Search code examples
ms-wordfieldmailmerge

Is it safe to change the data source format to OLE DB database file when using a htm/html as the datasource to remove the limitation of 62 fields?


I have a mail merge datasource which is in htm/html format and it contains 70 fields. Since there is a limitation of 62 fields for such datasources(Reference). Is it safe to change the datasource type to OLE DB database file in the confirm datasource dialog when selecting the datasource?

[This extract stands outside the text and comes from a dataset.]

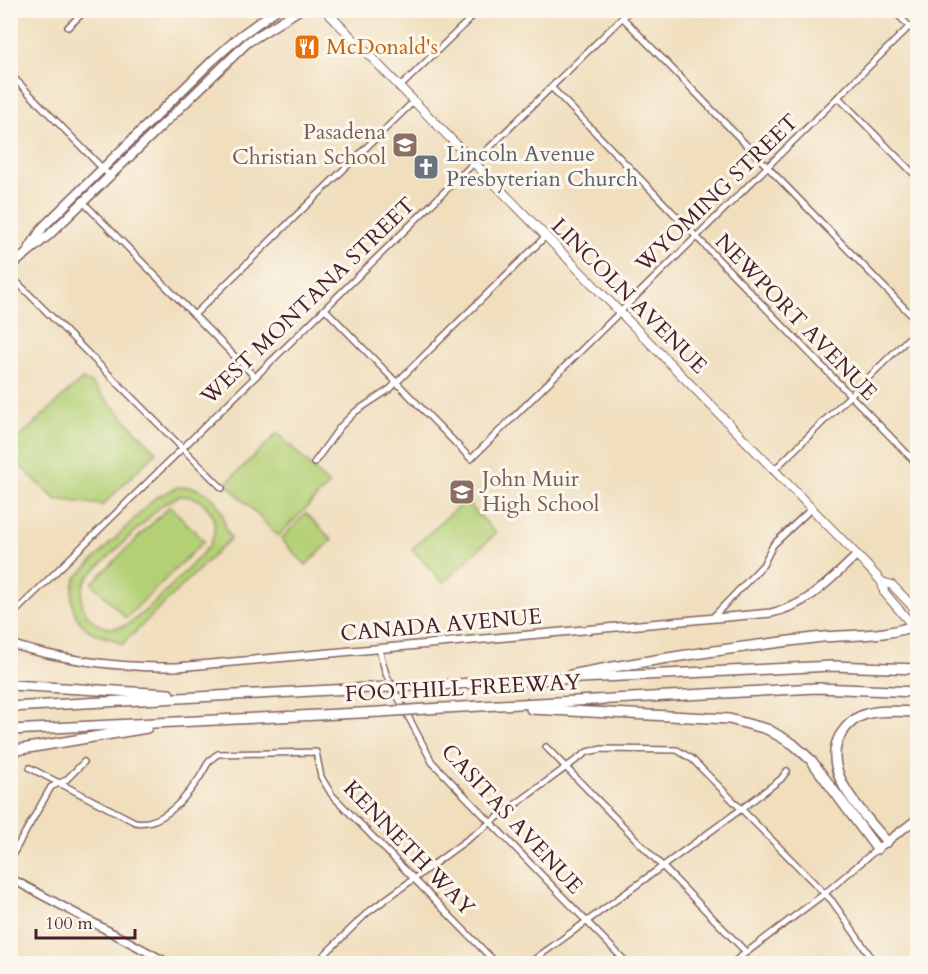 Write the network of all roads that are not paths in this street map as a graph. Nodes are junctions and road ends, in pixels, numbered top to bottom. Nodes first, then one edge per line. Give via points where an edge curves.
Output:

enter image description here


Solution

  • When you choose the "All web pages" type (and this is the default type in the case of an HTML file), you are in essence choosing a Word internal file converter to retrieve your data. The reason you end up with the concatenated columns is because

    1. The internal converter is not primarily designed to "read data sources". It's there to convert a document in HTML format into a document in Word format.
    2. Your HTML file contains a table in HTML format, so naturally, the converter tries to convert that into a Word table
    3. However, Word tables can only have 63 columns, whereas HTML tables can have more, so the converter has to deal with that somehow. In this case, it concatenates the column data so column 63 ends up containing all the remaining data in the row.
    4. Once the document is converted, Word uses the converted document as the data source. It's really no different from the situation where it uses a Word document as the data source.

    If your HTML file actually contained (say) 1 paragraph of 70 comma-delimited values for each row of data, rather than an HTML table row with td cells, Word would end up treating the data as 70 separate columns (but it would also probably ask for the column delimiter every time you used the file, and you would have to ensure that commas in the data were correctly quoted.

    In general, when you choose the "OLE DB Database Files" option, Word either knows of an OLE DB Provider type that can read the specified type of file, or it won't be able to read the file. In this case, what it tries to do is read the file using the Jet OLE DB provider (or in recent versions of Word, the ACE OLE DB provider).

    The Jet/ACE providers are one of the mechanisms used to read Access .mdb/.accdb data, but these providers can read a number of formats such as Excel workbook data and plain text file data, using a number of what Jet/ACE calls "Installable ISAMs (IISAMs).

    Since there is an IISAM for HTML format data, Word will try to get the data using that IISAM.

    In that case, as long as the IISAM can actually read the HTML (it may not be able to read more modern versions of HTML very well) it works much more like the case where Word gets data from Excel. For example, if your HTML file contained two tables, you may get to choose which table to read, cf. an Excel workbook with multiple worksheets and perhaps named ranges.

    Jet/ACE IISAMs generally do not support more than 255 columns. 70 shhould be fine. However, you may need to verify what the HTML IISAM does about

    1. Columns with mixed data types (for example where some rows have numbers in them and others have text). When the Excel IISAM finds such data in the first 8 rows (by default) it tries to choose a format - somtimes that can mean that cells with text are read as if they contained "0". FWIW I do not think the HTML IISAM does that, but I would check anyway.
    2. Columns with large amount of text, particularly if there is more than one such column. The IISAM is quite likely to truncate such columns to 255 characters or even less.
    3. Columns with non-ANSI data (non-ANSI Unicode text e.g. Arabic, Hindi or Chinese text.

    Other than delimited text files which will let you go over theat 255 limit if they are read by the internal converter, the only data source I know that will let WOrd see thousands of columns is SQL Server. Other servers with OLE DB providers such as MySQL might allow that too. If you have to use a very large number of columns, be aware that you may not see all the available field names in the relevant dropdowns in WOrd, but you should be able to insert the MERGEFIELD codes in manually in the usual way.